■ TASK ITEM ■
Your answer is one number: the count of lines below that hold the word "roads".

■ EXTRACTED ENTRIES ■

━━━━━━━━━━━━━━━━

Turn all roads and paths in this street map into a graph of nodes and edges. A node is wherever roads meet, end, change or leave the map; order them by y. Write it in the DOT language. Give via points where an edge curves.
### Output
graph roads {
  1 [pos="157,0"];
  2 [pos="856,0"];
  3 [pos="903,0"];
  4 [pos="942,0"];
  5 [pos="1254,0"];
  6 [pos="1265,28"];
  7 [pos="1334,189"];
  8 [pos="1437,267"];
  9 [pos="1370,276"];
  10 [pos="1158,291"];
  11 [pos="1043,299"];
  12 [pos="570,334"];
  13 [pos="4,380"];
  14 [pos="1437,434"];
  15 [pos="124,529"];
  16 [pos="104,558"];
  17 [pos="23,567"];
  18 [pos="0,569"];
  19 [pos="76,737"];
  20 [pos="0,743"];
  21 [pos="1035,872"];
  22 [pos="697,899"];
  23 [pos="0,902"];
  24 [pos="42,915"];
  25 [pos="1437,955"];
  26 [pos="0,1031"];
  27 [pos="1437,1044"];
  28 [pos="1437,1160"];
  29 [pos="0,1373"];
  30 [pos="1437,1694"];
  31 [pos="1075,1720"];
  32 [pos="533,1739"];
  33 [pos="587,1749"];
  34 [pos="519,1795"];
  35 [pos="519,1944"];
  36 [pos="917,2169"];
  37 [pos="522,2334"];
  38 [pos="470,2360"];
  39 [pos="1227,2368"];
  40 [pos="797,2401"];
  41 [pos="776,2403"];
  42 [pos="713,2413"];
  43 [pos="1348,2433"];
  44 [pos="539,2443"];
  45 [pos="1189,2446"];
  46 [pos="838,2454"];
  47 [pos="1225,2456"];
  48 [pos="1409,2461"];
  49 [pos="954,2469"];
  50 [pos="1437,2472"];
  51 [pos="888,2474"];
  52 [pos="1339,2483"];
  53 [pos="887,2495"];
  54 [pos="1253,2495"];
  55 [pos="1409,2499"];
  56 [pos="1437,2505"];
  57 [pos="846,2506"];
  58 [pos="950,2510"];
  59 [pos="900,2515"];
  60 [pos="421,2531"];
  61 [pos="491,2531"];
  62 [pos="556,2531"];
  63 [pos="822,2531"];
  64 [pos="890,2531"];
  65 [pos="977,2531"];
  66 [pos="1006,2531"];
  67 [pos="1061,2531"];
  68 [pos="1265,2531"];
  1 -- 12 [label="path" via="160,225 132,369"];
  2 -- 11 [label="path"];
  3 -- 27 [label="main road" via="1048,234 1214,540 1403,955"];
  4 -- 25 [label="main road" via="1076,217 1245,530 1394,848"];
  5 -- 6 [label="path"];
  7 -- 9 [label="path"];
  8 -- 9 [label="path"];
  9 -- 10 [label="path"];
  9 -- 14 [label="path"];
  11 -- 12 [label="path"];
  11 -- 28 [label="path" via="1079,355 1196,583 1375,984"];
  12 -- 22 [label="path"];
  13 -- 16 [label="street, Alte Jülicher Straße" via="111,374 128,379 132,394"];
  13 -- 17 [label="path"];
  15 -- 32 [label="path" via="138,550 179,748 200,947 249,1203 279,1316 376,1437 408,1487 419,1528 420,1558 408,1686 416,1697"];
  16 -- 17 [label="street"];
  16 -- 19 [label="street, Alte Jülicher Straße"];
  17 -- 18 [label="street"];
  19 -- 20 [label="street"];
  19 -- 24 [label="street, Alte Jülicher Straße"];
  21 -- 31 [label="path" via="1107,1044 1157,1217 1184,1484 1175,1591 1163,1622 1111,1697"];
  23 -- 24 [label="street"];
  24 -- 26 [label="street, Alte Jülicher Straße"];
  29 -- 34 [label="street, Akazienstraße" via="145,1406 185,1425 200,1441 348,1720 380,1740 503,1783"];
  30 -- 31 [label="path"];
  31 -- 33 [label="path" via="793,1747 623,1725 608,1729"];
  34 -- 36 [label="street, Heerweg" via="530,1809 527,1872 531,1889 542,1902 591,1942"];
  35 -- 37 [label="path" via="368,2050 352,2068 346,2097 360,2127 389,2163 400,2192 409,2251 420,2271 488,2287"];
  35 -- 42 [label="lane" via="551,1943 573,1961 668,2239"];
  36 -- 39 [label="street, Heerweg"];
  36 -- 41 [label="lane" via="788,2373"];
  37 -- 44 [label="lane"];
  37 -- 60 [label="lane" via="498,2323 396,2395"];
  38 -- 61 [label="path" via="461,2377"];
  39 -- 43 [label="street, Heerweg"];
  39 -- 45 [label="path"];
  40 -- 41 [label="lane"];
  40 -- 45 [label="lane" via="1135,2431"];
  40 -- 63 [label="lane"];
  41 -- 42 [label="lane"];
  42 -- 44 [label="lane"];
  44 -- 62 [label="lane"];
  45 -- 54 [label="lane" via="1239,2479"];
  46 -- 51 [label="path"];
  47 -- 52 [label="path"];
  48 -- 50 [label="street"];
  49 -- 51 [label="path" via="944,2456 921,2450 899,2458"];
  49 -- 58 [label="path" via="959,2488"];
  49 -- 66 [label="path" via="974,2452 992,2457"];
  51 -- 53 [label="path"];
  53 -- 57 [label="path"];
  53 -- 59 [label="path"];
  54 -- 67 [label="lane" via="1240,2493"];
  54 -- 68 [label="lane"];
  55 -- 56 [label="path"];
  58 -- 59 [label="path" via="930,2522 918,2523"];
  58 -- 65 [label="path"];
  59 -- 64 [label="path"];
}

━━━━━━━━━━━━━━━━

■ RESULT OF THIS TASK ■
2